Although previous Pakistani governments have spoken directly with Taliban representatives, these are the first such negotiations since Sharif took office last June. Over the past month or so, intermediaries representing the two sides have met and laid the groundwork for the talks.
Maulana Samiul Haq, one of the Taliban negotiators, said the discussions lasted for seven hours and would resume later in the week. Haq, a cleric, said the talks were fruitful and helped the two sides understand each other better.
The Taliban spokesman, Shahidullah Shahid, also cast the meeting in a positive light.
"The talks with the government team were held in a cordial atmosphere today. The two sides discussed all the issues, including how to exchange each other's prisoners and continue the cease-fire," he said. Shahid said the Taliban treated the government team as "guests" and that the team was on its way to a safe location.

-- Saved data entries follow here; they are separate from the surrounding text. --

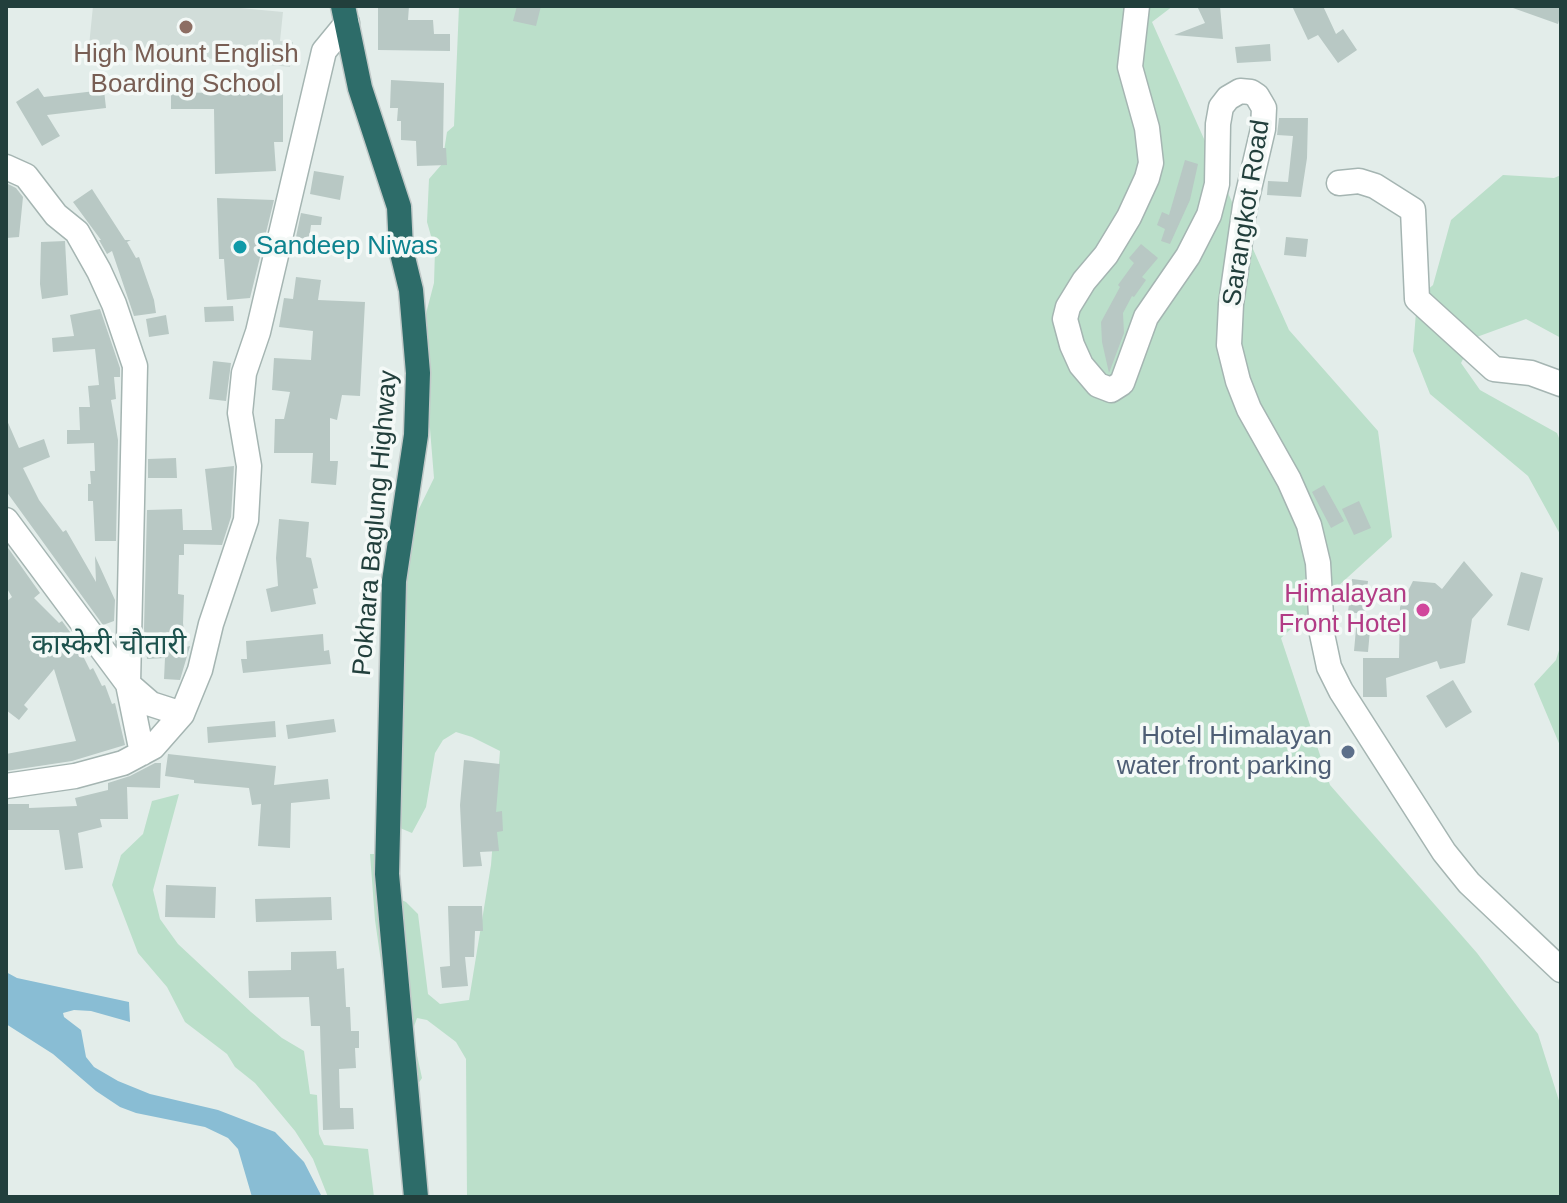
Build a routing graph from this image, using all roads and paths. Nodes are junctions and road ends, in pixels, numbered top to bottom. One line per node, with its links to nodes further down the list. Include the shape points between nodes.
1 (1137, 6): 12 (street, Sarangkot Road, via 1130,67 1151,163 1123,228 1068,307 1065,319 1072,345 1098,385 1111,390 1122,383 1146,317 1209,215 1217,184 1221,107 1240,91 1257,96 1264,108 1263,129 1245,206 1229,345 1249,409 1309,525 1329,667 1444,852 1469,883)
2 (345, 15): 9 (street, via 324,51 244,373 240,413 249,466 246,520); 13 (highway, Pokhara Baglung Highway, via 360,88 399,207 418,373 416,435 394,581 387,874)
3 (6, 167): 8 (street, via 26,176 56,215 77,232 99,271 135,366)
4 (1339, 183): 5 (street, via 1375,186 1413,210 1417,299 1494,369 1531,373)
5 (1561, 384)
6 (6, 520): 7 (street)
7 (15, 555): 8 (street)
8 (128, 684): 9 (street, via 151,704); 10 (street)
9 (182, 714): 10 (street)
10 (142, 753): 11 (street, via 75,776)
11 (6, 786)
12 (1561, 970)
13 (416, 1197)

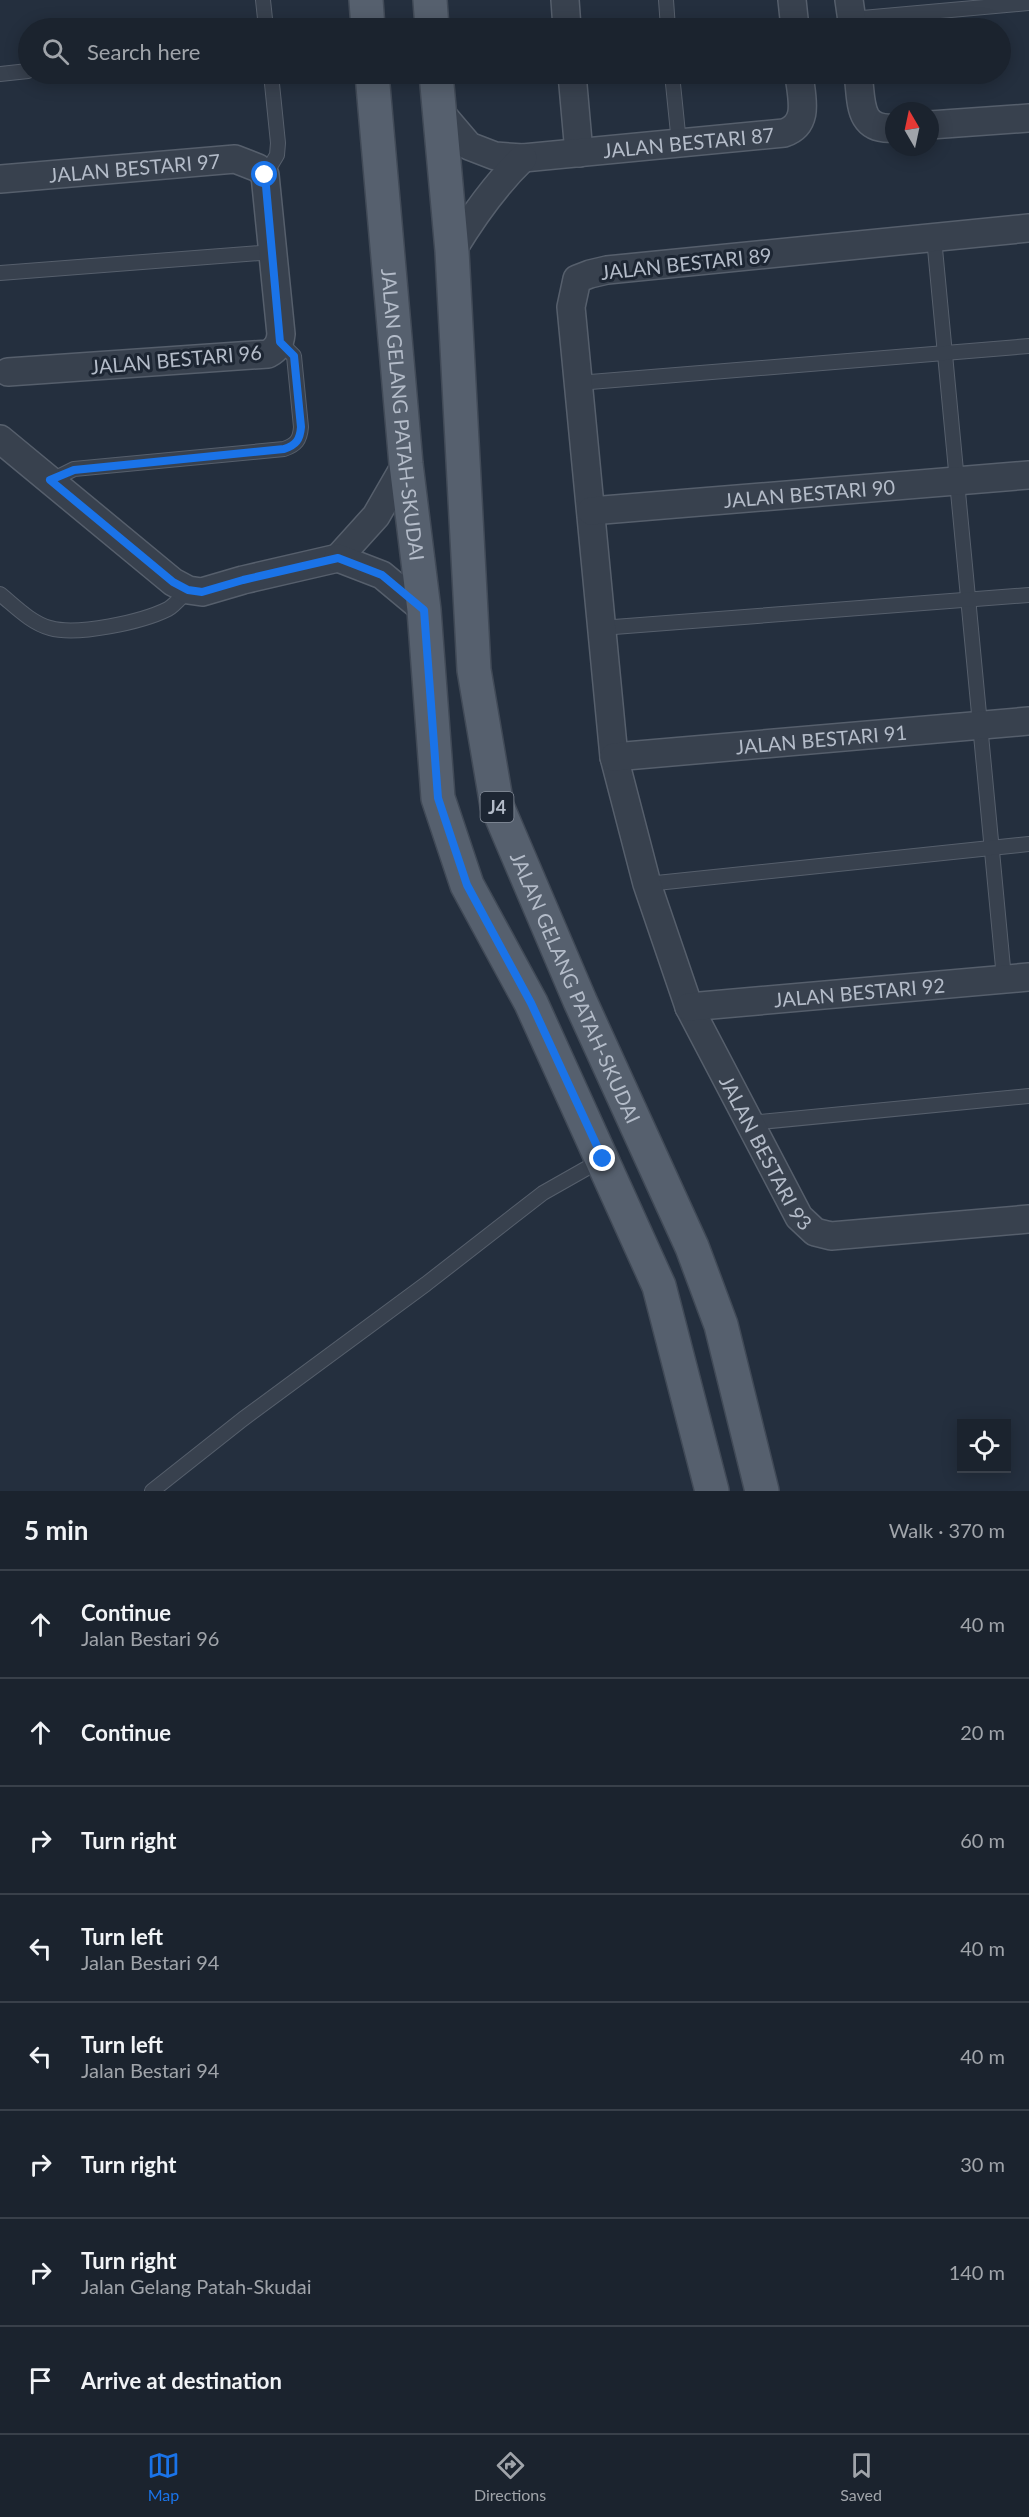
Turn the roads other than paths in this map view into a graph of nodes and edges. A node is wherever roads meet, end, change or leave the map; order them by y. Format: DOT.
graph roads {
  1 [pos="263,0"];
  2 [pos="366,0"];
  3 [pos="430,0"];
  4 [pos="565,0"];
  5 [pos="666,0"];
  6 [pos="792,0"];
  7 [pos="1029,3"];
  8 [pos="851,16"];
  9 [pos="265,18"];
  10 [pos="367,18"];
  11 [pos="431,18"];
  12 [pos="566,18"];
  13 [pos="667,18"];
  14 [pos="794,18"];
  15 [pos="18,72"];
  16 [pos="0,74"];
  17 [pos="272,84"];
  18 [pos="373,84"];
  19 [pos="437,84"];
  20 [pos="573,84"];
  21 [pos="673,84"];
  22 [pos="800,84"];
  23 [pos="859,84"];
  24 [pos="440,112"];
  25 [pos="1029,118"];
  26 [pos="939,124"];
  27 [pos="885,127"];
  28 [pos="679,143"];
  29 [pos="579,153"];
  30 [pos="523,158"];
  31 [pos="265,175"];
  32 [pos="0,179"];
  33 [pos="1029,228"];
  34 [pos="934,238"];
  35 [pos="452,251"];
  36 [pos="273,252"];
  37 [pos="0,273"];
  38 [pos="280,342"];
  39 [pos="1029,346"];
  40 [pos="945,353"];
  41 [pos="8,372"];
  42 [pos="578,383"];
  43 [pos="0,439"];
  44 [pos="406,464"];
  45 [pos="1029,475"];
  46 [pos="50,480"];
  47 [pos="957,481"];
  48 [pos="591,511"];
  49 [pos="338,558"];
  50 [pos="188,590"];
  51 [pos="0,594"];
  52 [pos="1029,595"];
  53 [pos="969,599"];
  54 [pos="424,610"];
  55 [pos="601,628"];
  56 [pos="1029,721"];
  57 [pos="980,725"];
  58 [pos="614,757"];
  59 [pos="1029,844"];
  60 [pos="992,847"];
  61 [pos="647,884"];
  62 [pos="1017,977"];
  63 [pos="689,1007"];
  64 [pos="1029,1096"];
  65 [pos="750,1123"];
  66 [pos="603,1159"];
  67 [pos="1029,1220"];
  68 [pos="152,1491"];
  69 [pos="712,1491"];
  70 [pos="762,1491"];
  1 -- 9 [label="lane"];
  2 -- 10 [label="main road"];
  3 -- 11 [label="main road"];
  4 -- 12 [label="street"];
  5 -- 13 [label="lane"];
  6 -- 14 [label="street"];
  7 -- 8 [label="lane"];
  15 -- 16 [label="lane"];
  17 -- 31 [label="lane"];
  18 -- 44 [label="main road, JALAN GELANG PATAH-SKUDAI"];
  19 -- 24 [label="main road, JALAN GELANG PATAH-SKUDAI / J4"];
  20 -- 29 [label="street"];
  21 -- 28 [label="lane"];
  22 -- 28 [label="street, JALAN BESTARI 87"];
  23 -- 27 [label="street"];
  24 -- 30 [label="street, JALAN BESTARI 87"];
  24 -- 35 [label="main road, JALAN GELANG PATAH-SKUDAI / J4"];
  25 -- 26 [label="street"];
  28 -- 29 [label="street, JALAN BESTARI 87"];
  29 -- 30 [label="street, JALAN BESTARI 87"];
  30 -- 35 [label="street"];
  31 -- 32 [label="street, JALAN BESTARI 97"];
  31 -- 36 [label="street, JALAN BESTARI 96"];
  33 -- 34 [label="street, JALAN BESTARI 89"];
  34 -- 40 [label="lane"];
  34 -- 42 [label="street, JALAN BESTARI 89"];
  35 -- 70 [label="main road, JALAN GELANG PATAH-SKUDAI / J4"];
  36 -- 37 [label="lane"];
  36 -- 38 [label="street, JALAN BESTARI 96"];
  38 -- 41 [label="street, JALAN BESTARI 96"];
  38 -- 46 [label="lane"];
  39 -- 40 [label="lane"];
  40 -- 42 [label="lane"];
  40 -- 47 [label="lane"];
  42 -- 48 [label="street, JALAN BESTARI 89"];
  43 -- 46 [label="street"];
  44 -- 49 [label="street"];
  44 -- 54 [label="main road, JALAN GELANG PATAH-SKUDAI"];
  45 -- 47 [label="street, JALAN BESTARI 90"];
  46 -- 50 [label="street"];
  47 -- 48 [label="street, JALAN BESTARI 90"];
  47 -- 53 [label="lane"];
  48 -- 55 [label="street, JALAN BESTARI 89"];
  49 -- 50 [label="street"];
  49 -- 54 [label="street"];
  50 -- 51 [label="lane"];
  52 -- 53 [label="lane"];
  53 -- 55 [label="lane"];
  53 -- 57 [label="lane"];
  54 -- 66 [label="main road, JALAN GELANG PATAH-SKUDAI"];
  55 -- 58 [label="street, JALAN BESTARI 89"];
  56 -- 57 [label="street, JALAN BESTARI 91"];
  57 -- 58 [label="street, JALAN BESTARI 91"];
  57 -- 60 [label="lane"];
  58 -- 61 [label="street, JALAN BESTARI 93"];
  59 -- 60 [label="lane"];
  60 -- 61 [label="lane"];
  60 -- 62 [label="lane"];
  61 -- 63 [label="street, JALAN BESTARI 93"];
  62 -- 63 [label="street, JALAN BESTARI 92"];
  63 -- 65 [label="street, JALAN BESTARI 93"];
  64 -- 65 [label="lane"];
  65 -- 67 [label="street, JALAN BESTARI 93"];
  66 -- 68 [label="lane"];
  66 -- 69 [label="main road, JALAN GELANG PATAH-SKUDAI"];
}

Information Minister Pervaiz Rashid did not share any details, saying only that "the government team is there for the talks with the Taliban, and the peace process is progressing well."
Earlier, Ibrahim Khan, a professor and a cleric who has represented the Tehrik-e-Taliban Pakistan -- as the Pakistani Taliban is formally called -- told reporters that the face-to-face discussions were aimed at ending the violence.
The talks were originally to have taken place on Tuesday, but bad weather prevented the government team, headed by Secretary for Port and Shipping Habibullah Khan Khattak, from travelling by helicopter to the northwest.
The negotiations come at a sensitive time for Pakistan, where daily militant attacks challenge the government's authority.
The Taliban, who operate in the northwest, have announced a cease-fire during the talks, but attacks claimed by their splinter groups have continued. Shahid, the TTP spokesman, has denied the group's involvement in the recent violence.
The main challenges of negotiating a peace settlement are the many groups and factions behind the violence. Many groups operate independently of the Taliban, including both local and foreign al Qaeda-linked militant outfits.
Before Wednesday, the two sides held only indirect talks, with the Taliban represented by Khan and Haq.
The Pakistani and Afghan Taliban share a similar ideology, but the Pakistani Taliban have a separate leadership structure and focus their efforts on attacking the Pakistani government and trying to impose their harsh form of Islam in the country. The Afghan and U.S. governments have held indirect talks through intermediaries with the Afghan Taliban.